Without leaving out a single line, copy the records exactly.
◇ ◇ ◇
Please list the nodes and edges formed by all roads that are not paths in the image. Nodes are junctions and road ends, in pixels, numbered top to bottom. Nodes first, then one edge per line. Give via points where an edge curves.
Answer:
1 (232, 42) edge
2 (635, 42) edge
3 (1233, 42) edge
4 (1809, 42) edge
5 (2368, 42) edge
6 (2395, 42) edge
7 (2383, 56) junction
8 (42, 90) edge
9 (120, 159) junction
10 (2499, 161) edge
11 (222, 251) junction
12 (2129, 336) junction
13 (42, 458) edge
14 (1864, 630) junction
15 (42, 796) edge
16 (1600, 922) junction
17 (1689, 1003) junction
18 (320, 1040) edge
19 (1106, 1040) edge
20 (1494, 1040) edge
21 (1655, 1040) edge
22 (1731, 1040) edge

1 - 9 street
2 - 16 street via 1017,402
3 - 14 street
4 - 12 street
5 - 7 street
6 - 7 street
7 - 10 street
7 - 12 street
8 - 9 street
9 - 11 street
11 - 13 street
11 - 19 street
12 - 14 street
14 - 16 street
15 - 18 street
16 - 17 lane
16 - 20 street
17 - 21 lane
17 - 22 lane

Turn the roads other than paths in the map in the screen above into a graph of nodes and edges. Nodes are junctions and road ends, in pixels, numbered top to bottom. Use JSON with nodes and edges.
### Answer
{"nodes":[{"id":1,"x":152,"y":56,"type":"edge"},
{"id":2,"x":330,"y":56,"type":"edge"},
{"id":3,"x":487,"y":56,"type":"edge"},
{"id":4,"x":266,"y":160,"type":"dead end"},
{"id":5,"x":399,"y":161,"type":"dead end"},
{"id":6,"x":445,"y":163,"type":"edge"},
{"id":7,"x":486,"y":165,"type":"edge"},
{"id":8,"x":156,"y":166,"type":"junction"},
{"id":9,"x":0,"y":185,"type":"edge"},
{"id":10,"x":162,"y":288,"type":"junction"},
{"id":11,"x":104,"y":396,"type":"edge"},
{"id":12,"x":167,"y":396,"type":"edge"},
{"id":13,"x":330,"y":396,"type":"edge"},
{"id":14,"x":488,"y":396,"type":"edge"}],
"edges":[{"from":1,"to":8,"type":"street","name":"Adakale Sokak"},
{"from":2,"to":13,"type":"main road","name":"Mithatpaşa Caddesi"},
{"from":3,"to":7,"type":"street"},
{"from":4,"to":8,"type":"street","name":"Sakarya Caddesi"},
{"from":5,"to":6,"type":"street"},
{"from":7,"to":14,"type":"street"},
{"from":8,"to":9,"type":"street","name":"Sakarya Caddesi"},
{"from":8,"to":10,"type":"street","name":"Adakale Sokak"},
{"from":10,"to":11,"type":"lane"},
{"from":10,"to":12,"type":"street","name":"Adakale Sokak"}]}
◇ ◇ ◇
### Exercise solution
Please list the nodes and edges formed by all roads that are not paths in the image. Nodes are junctions and road ends, in pixels, numbered top to bottom. Nodes first, then one edge per line. Give via points where an edge curves.
Answer:
1 (232, 42) edge
2 (635, 42) edge
3 (1233, 42) edge
4 (1809, 42) edge
5 (2368, 42) edge
6 (2395, 42) edge
7 (2383, 56) junction
8 (42, 90) edge
9 (120, 159) junction
10 (2499, 161) edge
11 (222, 251) junction
12 (2129, 336) junction
13 (42, 458) edge
14 (1864, 630) junction
15 (42, 796) edge
16 (1600, 922) junction
17 (1689, 1003) junction
18 (320, 1040) edge
19 (1106, 1040) edge
20 (1494, 1040) edge
21 (1655, 1040) edge
22 (1731, 1040) edge

1 - 9 street
2 - 16 street via 1017,402
3 - 14 street
4 - 12 street
5 - 7 street
6 - 7 street
7 - 10 street
7 - 12 street
8 - 9 street
9 - 11 street
11 - 13 street
11 - 19 street
12 - 14 street
14 - 16 street
15 - 18 street
16 - 17 lane
16 - 20 street
17 - 21 lane
17 - 22 lane

Turn the roads other than paths in the map in the screen above into a graph of nodes and edges. Nodes are junctions and road ends, in pixels, numbered top to bottom. Use JSON with nodes and edges.
### Answer
{"nodes":[{"id":1,"x":152,"y":56,"type":"edge"},
{"id":2,"x":330,"y":56,"type":"edge"},
{"id":3,"x":487,"y":56,"type":"edge"},
{"id":4,"x":266,"y":160,"type":"dead end"},
{"id":5,"x":399,"y":161,"type":"dead end"},
{"id":6,"x":445,"y":163,"type":"edge"},
{"id":7,"x":486,"y":165,"type":"edge"},
{"id":8,"x":156,"y":166,"type":"junction"},
{"id":9,"x":0,"y":185,"type":"edge"},
{"id":10,"x":162,"y":288,"type":"junction"},
{"id":11,"x":104,"y":396,"type":"edge"},
{"id":12,"x":167,"y":396,"type":"edge"},
{"id":13,"x":330,"y":396,"type":"edge"},
{"id":14,"x":488,"y":396,"type":"edge"}],
"edges":[{"from":1,"to":8,"type":"street","name":"Adakale Sokak"},
{"from":2,"to":13,"type":"main road","name":"Mithatpaşa Caddesi"},
{"from":3,"to":7,"type":"street"},
{"from":4,"to":8,"type":"street","name":"Sakarya Caddesi"},
{"from":5,"to":6,"type":"street"},
{"from":7,"to":14,"type":"street"},
{"from":8,"to":9,"type":"street","name":"Sakarya Caddesi"},
{"from":8,"to":10,"type":"street","name":"Adakale Sokak"},
{"from":10,"to":11,"type":"lane"},
{"from":10,"to":12,"type":"street","name":"Adakale Sokak"}]}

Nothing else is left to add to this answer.